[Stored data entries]

.....

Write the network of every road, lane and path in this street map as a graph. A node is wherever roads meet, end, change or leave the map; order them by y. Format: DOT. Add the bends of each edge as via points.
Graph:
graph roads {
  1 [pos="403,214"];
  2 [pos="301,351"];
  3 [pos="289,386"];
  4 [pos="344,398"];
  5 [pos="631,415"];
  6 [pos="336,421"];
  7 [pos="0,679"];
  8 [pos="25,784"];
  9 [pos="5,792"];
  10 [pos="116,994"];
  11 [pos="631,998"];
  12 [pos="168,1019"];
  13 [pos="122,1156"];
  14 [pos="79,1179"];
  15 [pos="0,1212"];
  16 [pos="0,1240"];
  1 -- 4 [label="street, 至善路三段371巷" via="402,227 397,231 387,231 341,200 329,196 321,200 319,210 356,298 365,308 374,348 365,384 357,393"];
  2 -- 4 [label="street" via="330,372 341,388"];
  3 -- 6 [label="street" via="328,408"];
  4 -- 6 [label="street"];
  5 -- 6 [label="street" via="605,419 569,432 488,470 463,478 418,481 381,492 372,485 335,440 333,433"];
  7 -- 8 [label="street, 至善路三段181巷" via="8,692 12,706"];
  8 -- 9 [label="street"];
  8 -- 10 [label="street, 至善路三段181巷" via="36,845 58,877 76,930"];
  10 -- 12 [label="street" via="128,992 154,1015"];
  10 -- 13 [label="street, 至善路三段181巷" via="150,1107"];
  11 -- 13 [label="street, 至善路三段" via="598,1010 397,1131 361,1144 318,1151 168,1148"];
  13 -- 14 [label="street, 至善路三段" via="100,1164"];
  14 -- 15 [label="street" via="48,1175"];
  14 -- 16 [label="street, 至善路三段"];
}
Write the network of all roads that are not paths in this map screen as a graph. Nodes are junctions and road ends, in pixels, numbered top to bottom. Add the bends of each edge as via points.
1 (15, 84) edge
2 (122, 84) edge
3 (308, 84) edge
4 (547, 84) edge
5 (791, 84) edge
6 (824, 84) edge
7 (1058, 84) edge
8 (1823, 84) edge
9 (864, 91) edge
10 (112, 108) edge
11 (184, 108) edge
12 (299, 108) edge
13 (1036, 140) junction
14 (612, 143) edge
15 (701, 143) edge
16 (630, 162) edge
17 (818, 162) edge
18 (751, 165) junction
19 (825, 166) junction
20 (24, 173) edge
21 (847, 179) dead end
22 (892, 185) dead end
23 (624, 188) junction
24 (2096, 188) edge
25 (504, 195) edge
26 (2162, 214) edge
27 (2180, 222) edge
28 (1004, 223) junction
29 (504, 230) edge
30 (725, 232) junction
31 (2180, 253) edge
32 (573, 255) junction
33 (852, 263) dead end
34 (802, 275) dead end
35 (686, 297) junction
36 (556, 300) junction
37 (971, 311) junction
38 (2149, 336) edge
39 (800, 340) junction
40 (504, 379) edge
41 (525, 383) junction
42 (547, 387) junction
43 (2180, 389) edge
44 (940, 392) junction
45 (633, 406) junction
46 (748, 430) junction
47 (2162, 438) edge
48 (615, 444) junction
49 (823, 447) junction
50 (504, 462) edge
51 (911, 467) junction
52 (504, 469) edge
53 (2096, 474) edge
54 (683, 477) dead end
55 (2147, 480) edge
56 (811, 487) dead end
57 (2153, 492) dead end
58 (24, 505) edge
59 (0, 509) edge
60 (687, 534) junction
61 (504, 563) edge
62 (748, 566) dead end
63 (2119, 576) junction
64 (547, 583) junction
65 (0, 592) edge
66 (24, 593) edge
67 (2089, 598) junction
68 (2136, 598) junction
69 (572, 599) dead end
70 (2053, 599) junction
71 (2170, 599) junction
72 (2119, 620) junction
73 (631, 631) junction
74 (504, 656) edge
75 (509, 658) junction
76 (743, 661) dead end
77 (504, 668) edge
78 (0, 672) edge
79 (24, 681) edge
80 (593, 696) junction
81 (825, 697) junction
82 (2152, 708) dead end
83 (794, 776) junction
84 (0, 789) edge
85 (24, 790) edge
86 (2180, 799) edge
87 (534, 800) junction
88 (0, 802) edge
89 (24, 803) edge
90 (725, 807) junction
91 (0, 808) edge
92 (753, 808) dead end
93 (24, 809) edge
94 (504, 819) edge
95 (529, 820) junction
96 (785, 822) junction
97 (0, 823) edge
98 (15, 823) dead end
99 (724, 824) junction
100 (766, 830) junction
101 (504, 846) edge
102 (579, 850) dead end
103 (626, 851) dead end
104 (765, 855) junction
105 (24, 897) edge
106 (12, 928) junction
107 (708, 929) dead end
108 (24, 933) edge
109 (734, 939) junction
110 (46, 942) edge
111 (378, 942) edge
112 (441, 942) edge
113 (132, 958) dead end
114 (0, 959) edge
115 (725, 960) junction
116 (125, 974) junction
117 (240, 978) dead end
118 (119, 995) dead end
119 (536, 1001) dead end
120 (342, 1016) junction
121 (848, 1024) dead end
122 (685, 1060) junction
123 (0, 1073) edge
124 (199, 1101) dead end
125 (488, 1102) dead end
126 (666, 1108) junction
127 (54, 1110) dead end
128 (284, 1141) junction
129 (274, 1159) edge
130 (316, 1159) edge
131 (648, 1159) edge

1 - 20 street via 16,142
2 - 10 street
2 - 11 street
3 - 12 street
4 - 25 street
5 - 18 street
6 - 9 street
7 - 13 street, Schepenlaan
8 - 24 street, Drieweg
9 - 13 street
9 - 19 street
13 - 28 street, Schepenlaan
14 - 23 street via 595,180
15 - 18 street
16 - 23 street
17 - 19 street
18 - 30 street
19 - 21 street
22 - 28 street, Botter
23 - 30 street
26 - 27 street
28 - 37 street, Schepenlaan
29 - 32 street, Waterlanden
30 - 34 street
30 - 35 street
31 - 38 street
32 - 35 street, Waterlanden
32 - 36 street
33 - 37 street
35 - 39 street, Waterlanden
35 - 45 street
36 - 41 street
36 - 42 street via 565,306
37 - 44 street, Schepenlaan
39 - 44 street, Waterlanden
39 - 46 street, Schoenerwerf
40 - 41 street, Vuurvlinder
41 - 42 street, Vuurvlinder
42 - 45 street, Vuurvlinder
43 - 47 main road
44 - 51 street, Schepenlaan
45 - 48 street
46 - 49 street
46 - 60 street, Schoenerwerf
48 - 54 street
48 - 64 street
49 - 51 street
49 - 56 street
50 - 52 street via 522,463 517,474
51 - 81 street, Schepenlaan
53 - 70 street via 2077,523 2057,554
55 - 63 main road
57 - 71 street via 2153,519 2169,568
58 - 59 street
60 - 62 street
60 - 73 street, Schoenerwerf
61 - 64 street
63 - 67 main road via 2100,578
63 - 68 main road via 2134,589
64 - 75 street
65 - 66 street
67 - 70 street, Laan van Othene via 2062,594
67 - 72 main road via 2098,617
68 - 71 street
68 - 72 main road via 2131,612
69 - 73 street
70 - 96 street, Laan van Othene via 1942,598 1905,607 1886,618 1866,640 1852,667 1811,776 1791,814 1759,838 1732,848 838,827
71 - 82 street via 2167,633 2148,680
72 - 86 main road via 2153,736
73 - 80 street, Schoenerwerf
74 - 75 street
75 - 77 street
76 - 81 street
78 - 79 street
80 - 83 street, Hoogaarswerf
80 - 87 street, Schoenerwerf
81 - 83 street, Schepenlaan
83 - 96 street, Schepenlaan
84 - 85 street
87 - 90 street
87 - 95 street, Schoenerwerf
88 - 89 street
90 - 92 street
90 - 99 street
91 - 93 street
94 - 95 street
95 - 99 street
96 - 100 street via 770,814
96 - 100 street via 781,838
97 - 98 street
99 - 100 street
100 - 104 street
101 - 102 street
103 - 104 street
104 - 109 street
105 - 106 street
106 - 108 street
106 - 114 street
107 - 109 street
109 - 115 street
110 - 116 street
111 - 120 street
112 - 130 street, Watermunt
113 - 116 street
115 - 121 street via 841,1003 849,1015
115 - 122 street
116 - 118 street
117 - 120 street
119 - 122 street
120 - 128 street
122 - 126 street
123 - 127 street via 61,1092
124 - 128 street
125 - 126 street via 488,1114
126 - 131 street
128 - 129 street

.....

What is required » If a line in the records contains the string "roads", include it in the count; report that count alone.

Exercise answer » 3